--- Information provided ---

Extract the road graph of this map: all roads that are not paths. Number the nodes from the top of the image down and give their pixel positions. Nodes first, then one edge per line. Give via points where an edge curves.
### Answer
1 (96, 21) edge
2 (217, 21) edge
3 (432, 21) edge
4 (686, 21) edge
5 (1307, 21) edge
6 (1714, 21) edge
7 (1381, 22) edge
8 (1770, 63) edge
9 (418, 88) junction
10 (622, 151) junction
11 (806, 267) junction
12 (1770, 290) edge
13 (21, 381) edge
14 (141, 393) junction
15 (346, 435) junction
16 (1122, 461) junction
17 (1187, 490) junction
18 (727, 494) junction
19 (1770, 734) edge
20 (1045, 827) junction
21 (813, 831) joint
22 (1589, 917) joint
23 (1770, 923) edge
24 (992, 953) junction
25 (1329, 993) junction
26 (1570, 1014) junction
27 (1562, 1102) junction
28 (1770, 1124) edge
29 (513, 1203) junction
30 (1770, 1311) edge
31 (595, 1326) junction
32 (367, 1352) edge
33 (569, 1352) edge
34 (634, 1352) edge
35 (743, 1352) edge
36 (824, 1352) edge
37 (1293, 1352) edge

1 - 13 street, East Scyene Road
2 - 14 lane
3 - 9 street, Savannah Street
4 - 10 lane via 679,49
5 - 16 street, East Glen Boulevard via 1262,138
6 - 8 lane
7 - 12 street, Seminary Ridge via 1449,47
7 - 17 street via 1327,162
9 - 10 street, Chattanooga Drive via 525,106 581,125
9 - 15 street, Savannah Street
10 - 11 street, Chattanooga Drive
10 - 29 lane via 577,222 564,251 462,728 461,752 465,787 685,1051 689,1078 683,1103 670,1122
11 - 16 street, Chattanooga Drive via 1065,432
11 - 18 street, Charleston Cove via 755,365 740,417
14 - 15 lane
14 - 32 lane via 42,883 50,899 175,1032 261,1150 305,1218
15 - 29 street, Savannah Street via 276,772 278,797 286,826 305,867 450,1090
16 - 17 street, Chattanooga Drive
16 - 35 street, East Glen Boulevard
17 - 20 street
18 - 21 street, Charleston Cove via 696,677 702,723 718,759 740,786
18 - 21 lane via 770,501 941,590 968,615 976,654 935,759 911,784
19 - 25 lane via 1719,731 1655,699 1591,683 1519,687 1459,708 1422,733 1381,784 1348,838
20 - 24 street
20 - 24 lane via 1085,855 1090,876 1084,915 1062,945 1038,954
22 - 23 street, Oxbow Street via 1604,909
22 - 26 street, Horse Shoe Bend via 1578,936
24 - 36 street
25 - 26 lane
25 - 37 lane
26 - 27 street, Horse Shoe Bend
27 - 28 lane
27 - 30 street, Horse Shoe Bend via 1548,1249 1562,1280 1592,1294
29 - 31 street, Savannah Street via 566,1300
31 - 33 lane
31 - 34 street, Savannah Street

---

Line by line, retype the data exactly as written.

Extract the road graph of this map: all roads that are not paths. Number the nodes from the top of the image down and give their pixel positions. Nodes first, then one edge per line. Give via points where an edge curves.
### Answer
1 (96, 21) edge
2 (217, 21) edge
3 (432, 21) edge
4 (686, 21) edge
5 (1307, 21) edge
6 (1714, 21) edge
7 (1381, 22) edge
8 (1770, 63) edge
9 (418, 88) junction
10 (622, 151) junction
11 (806, 267) junction
12 (1770, 290) edge
13 (21, 381) edge
14 (141, 393) junction
15 (346, 435) junction
16 (1122, 461) junction
17 (1187, 490) junction
18 (727, 494) junction
19 (1770, 734) edge
20 (1045, 827) junction
21 (813, 831) joint
22 (1589, 917) joint
23 (1770, 923) edge
24 (992, 953) junction
25 (1329, 993) junction
26 (1570, 1014) junction
27 (1562, 1102) junction
28 (1770, 1124) edge
29 (513, 1203) junction
30 (1770, 1311) edge
31 (595, 1326) junction
32 (367, 1352) edge
33 (569, 1352) edge
34 (634, 1352) edge
35 (743, 1352) edge
36 (824, 1352) edge
37 (1293, 1352) edge

1 - 13 street, East Scyene Road
2 - 14 lane
3 - 9 street, Savannah Street
4 - 10 lane via 679,49
5 - 16 street, East Glen Boulevard via 1262,138
6 - 8 lane
7 - 12 street, Seminary Ridge via 1449,47
7 - 17 street via 1327,162
9 - 10 street, Chattanooga Drive via 525,106 581,125
9 - 15 street, Savannah Street
10 - 11 street, Chattanooga Drive
10 - 29 lane via 577,222 564,251 462,728 461,752 465,787 685,1051 689,1078 683,1103 670,1122
11 - 16 street, Chattanooga Drive via 1065,432
11 - 18 street, Charleston Cove via 755,365 740,417
14 - 15 lane
14 - 32 lane via 42,883 50,899 175,1032 261,1150 305,1218
15 - 29 street, Savannah Street via 276,772 278,797 286,826 305,867 450,1090
16 - 17 street, Chattanooga Drive
16 - 35 street, East Glen Boulevard
17 - 20 street
18 - 21 street, Charleston Cove via 696,677 702,723 718,759 740,786
18 - 21 lane via 770,501 941,590 968,615 976,654 935,759 911,784
19 - 25 lane via 1719,731 1655,699 1591,683 1519,687 1459,708 1422,733 1381,784 1348,838
20 - 24 street
20 - 24 lane via 1085,855 1090,876 1084,915 1062,945 1038,954
22 - 23 street, Oxbow Street via 1604,909
22 - 26 street, Horse Shoe Bend via 1578,936
24 - 36 street
25 - 26 lane
25 - 37 lane
26 - 27 street, Horse Shoe Bend
27 - 28 lane
27 - 30 street, Horse Shoe Bend via 1548,1249 1562,1280 1592,1294
29 - 31 street, Savannah Street via 566,1300
31 - 33 lane
31 - 34 street, Savannah Street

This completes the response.